#### Task input

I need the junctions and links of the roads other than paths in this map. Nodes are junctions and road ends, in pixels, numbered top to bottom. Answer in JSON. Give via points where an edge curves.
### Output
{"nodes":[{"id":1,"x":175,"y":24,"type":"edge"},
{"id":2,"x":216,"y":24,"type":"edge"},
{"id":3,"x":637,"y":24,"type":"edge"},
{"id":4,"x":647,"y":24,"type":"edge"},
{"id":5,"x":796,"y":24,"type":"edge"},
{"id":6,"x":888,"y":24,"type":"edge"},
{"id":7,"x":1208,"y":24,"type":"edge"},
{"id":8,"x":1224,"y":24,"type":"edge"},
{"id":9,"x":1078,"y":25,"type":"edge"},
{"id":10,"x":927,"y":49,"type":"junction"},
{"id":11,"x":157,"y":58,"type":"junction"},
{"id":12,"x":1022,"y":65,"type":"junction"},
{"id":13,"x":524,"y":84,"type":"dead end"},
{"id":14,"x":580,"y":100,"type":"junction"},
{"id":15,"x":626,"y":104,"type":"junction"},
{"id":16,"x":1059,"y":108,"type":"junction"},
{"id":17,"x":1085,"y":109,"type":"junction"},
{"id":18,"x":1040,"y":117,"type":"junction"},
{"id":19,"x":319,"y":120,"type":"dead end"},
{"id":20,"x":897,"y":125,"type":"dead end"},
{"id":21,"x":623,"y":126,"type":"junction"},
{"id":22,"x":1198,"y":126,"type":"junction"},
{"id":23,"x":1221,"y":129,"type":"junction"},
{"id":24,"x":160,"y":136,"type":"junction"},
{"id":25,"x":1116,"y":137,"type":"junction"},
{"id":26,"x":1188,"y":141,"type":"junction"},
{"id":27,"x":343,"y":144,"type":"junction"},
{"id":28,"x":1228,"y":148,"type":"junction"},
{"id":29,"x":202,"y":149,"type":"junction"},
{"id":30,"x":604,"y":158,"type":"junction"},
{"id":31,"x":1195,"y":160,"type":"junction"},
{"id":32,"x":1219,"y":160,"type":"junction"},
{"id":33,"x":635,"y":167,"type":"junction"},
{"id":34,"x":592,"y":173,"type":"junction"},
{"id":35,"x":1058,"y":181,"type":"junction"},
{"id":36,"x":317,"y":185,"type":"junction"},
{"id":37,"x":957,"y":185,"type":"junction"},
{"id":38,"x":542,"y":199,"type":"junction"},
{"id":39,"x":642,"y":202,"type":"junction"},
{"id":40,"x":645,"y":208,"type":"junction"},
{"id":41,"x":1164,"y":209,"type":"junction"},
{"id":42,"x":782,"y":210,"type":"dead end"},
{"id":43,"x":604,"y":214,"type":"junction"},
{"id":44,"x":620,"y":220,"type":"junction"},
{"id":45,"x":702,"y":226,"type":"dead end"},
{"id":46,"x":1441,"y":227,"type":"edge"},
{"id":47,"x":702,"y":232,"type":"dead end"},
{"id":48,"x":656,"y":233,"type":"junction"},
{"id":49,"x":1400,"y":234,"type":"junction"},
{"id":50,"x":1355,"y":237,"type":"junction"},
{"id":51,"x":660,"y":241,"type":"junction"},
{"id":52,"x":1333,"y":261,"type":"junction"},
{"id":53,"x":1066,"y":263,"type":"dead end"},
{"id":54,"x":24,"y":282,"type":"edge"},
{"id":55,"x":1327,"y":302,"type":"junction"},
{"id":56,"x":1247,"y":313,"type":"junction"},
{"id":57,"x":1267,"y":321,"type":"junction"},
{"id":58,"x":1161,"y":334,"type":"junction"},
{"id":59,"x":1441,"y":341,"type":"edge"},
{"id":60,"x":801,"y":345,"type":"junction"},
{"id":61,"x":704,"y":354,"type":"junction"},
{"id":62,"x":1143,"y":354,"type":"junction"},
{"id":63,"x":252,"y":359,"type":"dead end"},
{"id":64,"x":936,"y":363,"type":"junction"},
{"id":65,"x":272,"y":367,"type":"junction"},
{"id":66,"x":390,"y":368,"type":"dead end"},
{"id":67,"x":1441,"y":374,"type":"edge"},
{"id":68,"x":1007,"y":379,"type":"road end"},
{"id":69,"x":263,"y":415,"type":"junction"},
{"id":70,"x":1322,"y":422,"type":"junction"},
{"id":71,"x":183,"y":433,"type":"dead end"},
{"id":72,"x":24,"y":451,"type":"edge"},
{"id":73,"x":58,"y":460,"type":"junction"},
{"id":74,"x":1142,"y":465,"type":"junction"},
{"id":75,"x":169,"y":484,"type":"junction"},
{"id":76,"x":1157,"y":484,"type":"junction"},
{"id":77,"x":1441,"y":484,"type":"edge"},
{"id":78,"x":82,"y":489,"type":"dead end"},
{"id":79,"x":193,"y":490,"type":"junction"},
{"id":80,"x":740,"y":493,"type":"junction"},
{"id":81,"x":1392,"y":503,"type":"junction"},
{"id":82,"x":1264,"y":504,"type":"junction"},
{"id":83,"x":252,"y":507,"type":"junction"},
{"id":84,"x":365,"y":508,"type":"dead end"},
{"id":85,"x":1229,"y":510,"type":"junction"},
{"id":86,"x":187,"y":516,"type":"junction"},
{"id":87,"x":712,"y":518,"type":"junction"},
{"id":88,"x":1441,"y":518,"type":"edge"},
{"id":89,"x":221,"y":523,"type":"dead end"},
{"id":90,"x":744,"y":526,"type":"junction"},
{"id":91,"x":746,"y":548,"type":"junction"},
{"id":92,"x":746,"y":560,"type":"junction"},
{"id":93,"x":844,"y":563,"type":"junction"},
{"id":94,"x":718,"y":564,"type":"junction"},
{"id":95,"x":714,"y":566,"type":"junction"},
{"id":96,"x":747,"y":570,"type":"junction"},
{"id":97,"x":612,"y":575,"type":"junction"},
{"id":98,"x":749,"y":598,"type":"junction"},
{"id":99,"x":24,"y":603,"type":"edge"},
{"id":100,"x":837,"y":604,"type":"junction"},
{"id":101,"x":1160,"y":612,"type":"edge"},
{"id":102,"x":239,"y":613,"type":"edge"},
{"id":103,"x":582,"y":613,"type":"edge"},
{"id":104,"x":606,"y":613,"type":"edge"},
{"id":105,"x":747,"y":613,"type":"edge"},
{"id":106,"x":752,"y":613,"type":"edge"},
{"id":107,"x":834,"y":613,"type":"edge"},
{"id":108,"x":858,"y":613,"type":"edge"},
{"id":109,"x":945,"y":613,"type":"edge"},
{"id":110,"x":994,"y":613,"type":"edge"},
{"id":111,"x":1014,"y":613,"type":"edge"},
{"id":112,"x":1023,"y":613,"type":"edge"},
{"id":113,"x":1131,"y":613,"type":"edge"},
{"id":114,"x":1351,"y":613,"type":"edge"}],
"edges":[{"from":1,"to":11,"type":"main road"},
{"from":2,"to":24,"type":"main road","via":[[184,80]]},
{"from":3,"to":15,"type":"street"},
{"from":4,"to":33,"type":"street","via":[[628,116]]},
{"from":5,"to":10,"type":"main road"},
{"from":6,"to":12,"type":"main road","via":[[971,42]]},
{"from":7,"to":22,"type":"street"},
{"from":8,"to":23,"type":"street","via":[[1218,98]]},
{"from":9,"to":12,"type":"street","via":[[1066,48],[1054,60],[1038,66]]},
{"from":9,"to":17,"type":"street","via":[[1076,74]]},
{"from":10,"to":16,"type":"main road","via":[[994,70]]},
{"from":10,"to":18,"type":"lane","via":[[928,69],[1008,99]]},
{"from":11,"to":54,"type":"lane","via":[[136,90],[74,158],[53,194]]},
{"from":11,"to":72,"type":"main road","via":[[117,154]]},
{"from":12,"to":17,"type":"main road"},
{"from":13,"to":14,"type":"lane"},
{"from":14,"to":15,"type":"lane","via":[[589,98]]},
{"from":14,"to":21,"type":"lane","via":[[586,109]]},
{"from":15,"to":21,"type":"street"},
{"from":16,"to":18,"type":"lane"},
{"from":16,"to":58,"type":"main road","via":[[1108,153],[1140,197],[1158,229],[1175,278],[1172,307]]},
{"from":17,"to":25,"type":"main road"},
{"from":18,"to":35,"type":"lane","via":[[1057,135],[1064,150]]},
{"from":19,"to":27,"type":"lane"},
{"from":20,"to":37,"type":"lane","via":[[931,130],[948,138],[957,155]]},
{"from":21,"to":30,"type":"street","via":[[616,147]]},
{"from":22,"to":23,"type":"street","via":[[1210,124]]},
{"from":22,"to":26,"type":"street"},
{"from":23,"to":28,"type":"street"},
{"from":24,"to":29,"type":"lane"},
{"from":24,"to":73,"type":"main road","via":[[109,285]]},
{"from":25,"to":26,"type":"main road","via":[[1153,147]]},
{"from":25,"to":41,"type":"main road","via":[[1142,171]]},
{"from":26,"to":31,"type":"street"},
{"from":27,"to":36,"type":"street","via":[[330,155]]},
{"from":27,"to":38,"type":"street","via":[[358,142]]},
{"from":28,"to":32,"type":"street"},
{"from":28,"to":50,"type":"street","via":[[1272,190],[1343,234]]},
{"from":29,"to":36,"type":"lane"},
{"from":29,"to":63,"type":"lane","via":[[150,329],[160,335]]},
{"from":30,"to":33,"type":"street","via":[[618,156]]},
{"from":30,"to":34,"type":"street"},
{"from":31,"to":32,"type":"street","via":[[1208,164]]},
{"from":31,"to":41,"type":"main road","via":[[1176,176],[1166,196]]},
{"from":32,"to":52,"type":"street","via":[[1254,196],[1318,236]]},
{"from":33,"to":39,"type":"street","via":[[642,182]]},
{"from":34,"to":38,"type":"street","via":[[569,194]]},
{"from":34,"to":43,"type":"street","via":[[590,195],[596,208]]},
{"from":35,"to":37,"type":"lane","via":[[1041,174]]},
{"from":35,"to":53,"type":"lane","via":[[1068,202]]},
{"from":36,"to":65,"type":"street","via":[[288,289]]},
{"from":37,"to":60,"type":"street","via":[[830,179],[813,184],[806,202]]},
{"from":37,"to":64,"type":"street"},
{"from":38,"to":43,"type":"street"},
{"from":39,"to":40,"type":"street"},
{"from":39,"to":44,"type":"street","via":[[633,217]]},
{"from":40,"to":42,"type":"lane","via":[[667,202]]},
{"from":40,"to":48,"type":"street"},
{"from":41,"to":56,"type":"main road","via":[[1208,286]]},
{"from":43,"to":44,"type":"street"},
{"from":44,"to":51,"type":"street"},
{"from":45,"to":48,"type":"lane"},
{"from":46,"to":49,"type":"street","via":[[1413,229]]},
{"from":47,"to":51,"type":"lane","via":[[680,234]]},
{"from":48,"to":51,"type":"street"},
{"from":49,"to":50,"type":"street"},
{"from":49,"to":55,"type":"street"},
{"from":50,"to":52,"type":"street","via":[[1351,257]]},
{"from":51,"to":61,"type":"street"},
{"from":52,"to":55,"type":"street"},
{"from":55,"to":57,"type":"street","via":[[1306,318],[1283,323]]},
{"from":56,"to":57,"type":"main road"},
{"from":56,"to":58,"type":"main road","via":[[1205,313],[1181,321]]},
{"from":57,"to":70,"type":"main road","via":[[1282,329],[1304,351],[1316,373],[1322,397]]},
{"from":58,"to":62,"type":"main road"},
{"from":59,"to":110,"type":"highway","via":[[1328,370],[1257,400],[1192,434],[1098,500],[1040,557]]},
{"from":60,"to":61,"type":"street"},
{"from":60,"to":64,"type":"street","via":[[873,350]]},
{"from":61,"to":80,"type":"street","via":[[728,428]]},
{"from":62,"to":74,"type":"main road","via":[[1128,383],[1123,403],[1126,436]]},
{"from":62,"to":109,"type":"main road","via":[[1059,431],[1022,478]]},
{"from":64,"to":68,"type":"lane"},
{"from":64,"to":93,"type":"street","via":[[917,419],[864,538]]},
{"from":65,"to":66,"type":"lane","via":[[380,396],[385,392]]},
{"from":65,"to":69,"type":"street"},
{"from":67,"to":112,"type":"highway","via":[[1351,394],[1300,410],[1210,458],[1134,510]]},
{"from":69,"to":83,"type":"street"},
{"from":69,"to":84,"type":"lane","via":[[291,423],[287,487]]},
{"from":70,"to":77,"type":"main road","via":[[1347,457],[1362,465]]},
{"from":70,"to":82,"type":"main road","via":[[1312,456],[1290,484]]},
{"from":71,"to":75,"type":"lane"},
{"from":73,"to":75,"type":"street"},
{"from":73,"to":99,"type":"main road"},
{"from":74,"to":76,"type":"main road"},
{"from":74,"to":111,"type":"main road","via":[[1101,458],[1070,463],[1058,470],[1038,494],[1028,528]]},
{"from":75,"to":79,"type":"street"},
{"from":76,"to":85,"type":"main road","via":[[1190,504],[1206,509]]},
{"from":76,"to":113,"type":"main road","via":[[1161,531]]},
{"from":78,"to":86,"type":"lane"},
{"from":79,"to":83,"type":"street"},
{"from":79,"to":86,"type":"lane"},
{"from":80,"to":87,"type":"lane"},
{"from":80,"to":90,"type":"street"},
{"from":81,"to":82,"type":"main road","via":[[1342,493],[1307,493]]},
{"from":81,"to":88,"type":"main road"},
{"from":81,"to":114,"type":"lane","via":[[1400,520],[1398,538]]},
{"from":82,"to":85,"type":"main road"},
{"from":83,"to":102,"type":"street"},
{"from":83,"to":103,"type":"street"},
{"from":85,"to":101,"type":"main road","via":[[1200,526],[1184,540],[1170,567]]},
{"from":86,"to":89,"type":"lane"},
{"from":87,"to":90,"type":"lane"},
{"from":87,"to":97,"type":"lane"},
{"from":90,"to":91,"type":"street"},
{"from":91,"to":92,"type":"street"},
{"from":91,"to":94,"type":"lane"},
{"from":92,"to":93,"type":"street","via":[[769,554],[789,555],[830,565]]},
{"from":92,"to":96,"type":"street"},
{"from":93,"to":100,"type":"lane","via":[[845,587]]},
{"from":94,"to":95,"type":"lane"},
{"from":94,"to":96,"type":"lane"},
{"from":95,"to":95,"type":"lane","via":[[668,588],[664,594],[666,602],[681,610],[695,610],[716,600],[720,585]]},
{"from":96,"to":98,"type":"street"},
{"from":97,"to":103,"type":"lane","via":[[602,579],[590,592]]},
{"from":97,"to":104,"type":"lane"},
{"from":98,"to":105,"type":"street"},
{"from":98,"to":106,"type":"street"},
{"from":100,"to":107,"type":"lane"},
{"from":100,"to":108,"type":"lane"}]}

########

▸ **Work instruction**
Number of lines above containing "highway": give it, with no other text.

▸ **Written response**
2